В школах Гюго по-прежнему считали «декадентом»: слово, которое относилось к безвкусному, не соблюдающему правил грамма тики периоду латинской литературы, но приобретало коннотации живописной испорченности
{617}. Учеников, у которых находили сочинения Гюго, отправляли в карцер, а книги конфисковывались
{618}. Флобер, который учился в Королевском коллеже в Руане, восхищался Гюго с тринадцати лет. Он называл Гюго «гением масштаба тех, кем восхищаются веками»
{619}. В том же коллеже, что и Флобер, только двумя годами раньше, учился мальчик по имени Огюст Вакери. Он буквально засыпал своего кумира (и будущего тестя) письмами и стихами, что как будто вступает в противоречие с его главным страхом: «Иногда я думал, что вы можете умереть до того, как завершите свой труд, и слезы наворачивались мне на глаза, и я желал погибнуть, если бы можно было убедиться, что вы будете жить долго»
{620}.
Гюго давно мечтал изменить систему образования, написав альтернативные учебники, которые ученики будут покупать на собственные деньги и читать тайно
{621}. Судя по тому, как относились к его сочинениям школьники, он добился величайшего признания. Ему удалось остаться запретным удовольствием даже после того, как он стал «главным поэтом».
Его личное влияние на моду было относительно слабым. И Бальзак, и Готье сообщали о внезапной моде на бритье головы
{622}: сбривание волос на один-два дюйма ото лба придавали лбу поистине «гюгантские» размеры, хотя некоторые утверждали, что Гюго добивался того же эффекта, наклоняя голову вперед, когда позировал для портретов. Он славился способностью сохранять одну и ту же позу в течение нескольких часов, очевидно из любезности по отношению к художнику. Выражаясь буквально, он был идеальным позером. Те, кто навещали его дома или встречали у книжных развалов на Сене – но никогда сидящим в кафе, – видели на нем самый буржуазный предмет одежды из всех существующих: крахмальную белую манишку. В вопросах гардероба Гюго доверял своему портному, поэтому его костюмы всегда на четыре-пять лет отставали от моды.

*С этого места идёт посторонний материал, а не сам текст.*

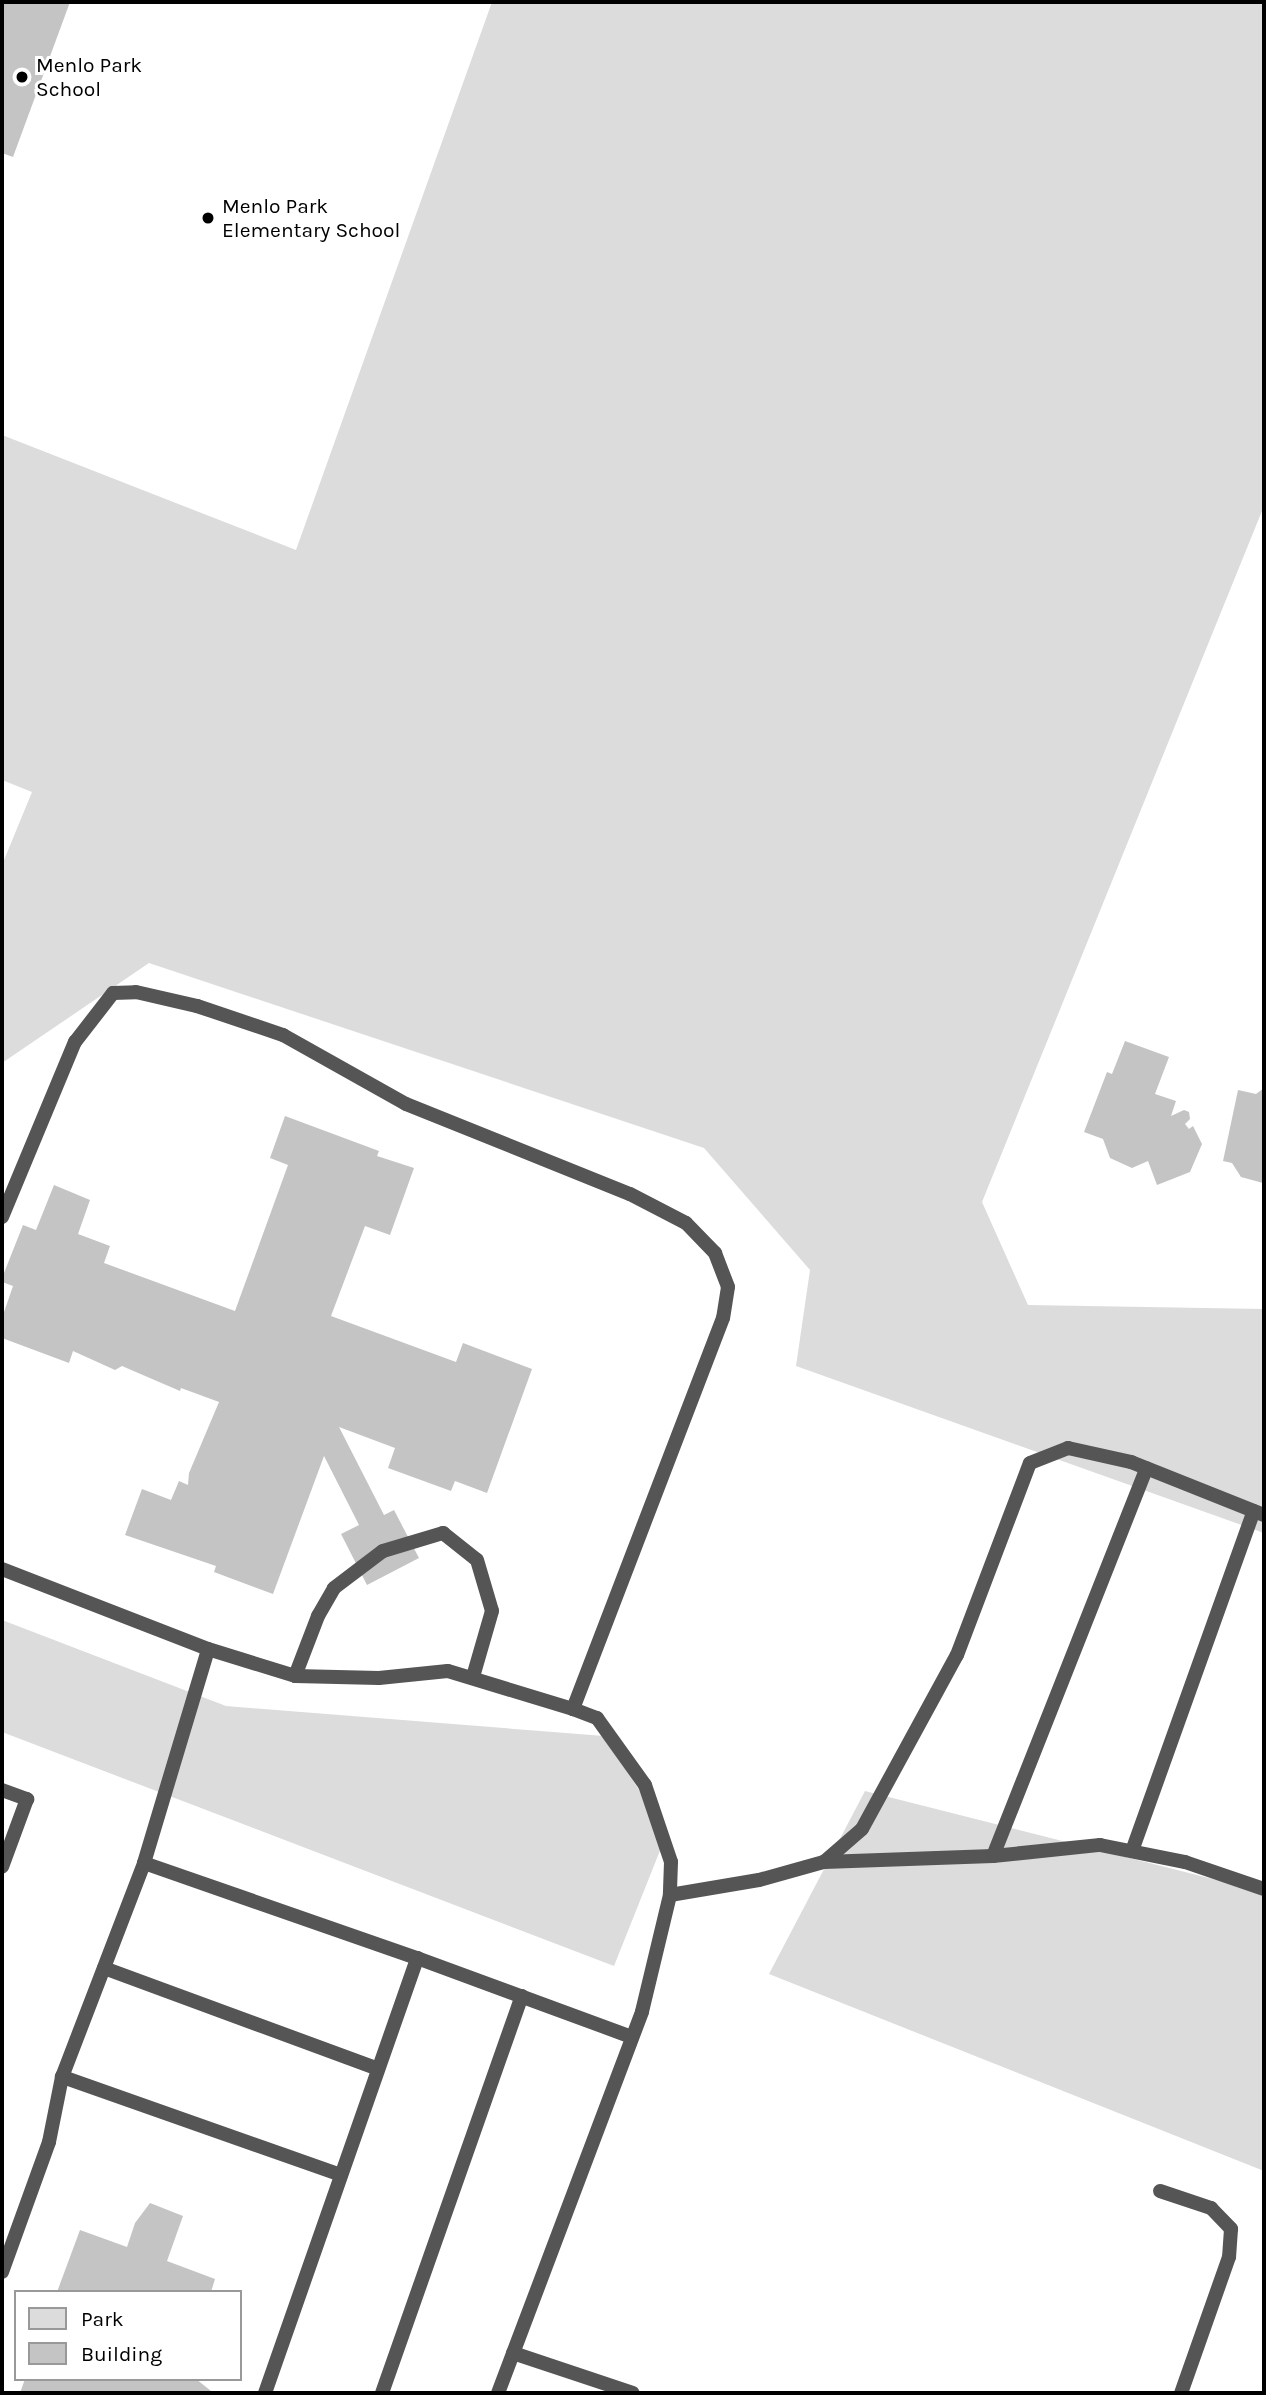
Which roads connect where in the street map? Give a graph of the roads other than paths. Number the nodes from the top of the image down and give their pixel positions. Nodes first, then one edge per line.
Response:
1 (2, 1217) edge
2 (1147, 1468) junction
3 (1259, 1513) edge
4 (2, 1569) edge
5 (208, 1649) junction
6 (295, 1676) junction
7 (473, 1677) junction
8 (573, 1709) junction
9 (2, 1790) edge
10 (1132, 1851) junction
11 (993, 1856) junction
12 (824, 1862) junction
13 (144, 1863) junction
14 (2, 1867) edge
15 (1264, 1889) edge
16 (670, 1895) junction
17 (418, 1958) junction
18 (104, 1968) junction
19 (522, 1996) junction
20 (632, 2037) junction
21 (378, 2069) junction
22 (62, 2077) junction
23 (341, 2175) junction
24 (1160, 2191) dead end
25 (2, 2272) edge
26 (513, 2353) junction
27 (265, 2393) edge
28 (382, 2393) edge
29 (498, 2393) edge
30 (633, 2393) edge
31 (1181, 2393) edge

Создавалось впечатление, что Гюго «частный» тщетно пытается угнаться за модой, которую создавал, в том числе, и Гюго «публичный»
{623}.
В своем обожании поклонники не останавливались ни перед чем. «Папаша Гюго», которого называли так, когда ему едва исполнилось тридцать, был для них образцом отца. В ту эпоху в моде были бунтари-сироты в поисках семьи. Семейное счастье Гюго расписывалось в газетных статьях и стихах вроде «Игрушки детей Виктора Гюго»
{624}. Повсюду появлялись дешевые подражания дому номер 6 на Королевской площади: витражные окна, фрески по дереву, подержанная церковная мебель. Студенты считали своим долгом обзавестись черепом, рапирой, чем-нибудь восточным… и захватанным экземпляром «Марион Делорм».
Знакомство с Гюго никак не развеивало слухи о том, что он не совсем человек
{625}. Он мог за один присест съесть половину быка, поститься три дня и работать без перерыва целую неделю. Он выходил гулять в самую плохую погоду и гулял по неосвещенным улицам после наступления темноты, вооруженный лишь ключом от дома. За городом его мощный слух улавливал, как движутся под землей муравьи и кроты. Однажды с вершины собора Парижской Богоматери он разглядел, как дочь Нодье ходит в кабинете Арсенала. На расстоянии километра и в окно такое вполне возможно; когда у Гюго не ухудшалось зрение, его глаза в самом деле были очень зоркими. По авторитетному признанию личного цирюльника, щетина Гюго тупила бритву втрое быстрее обыкновенной бороды.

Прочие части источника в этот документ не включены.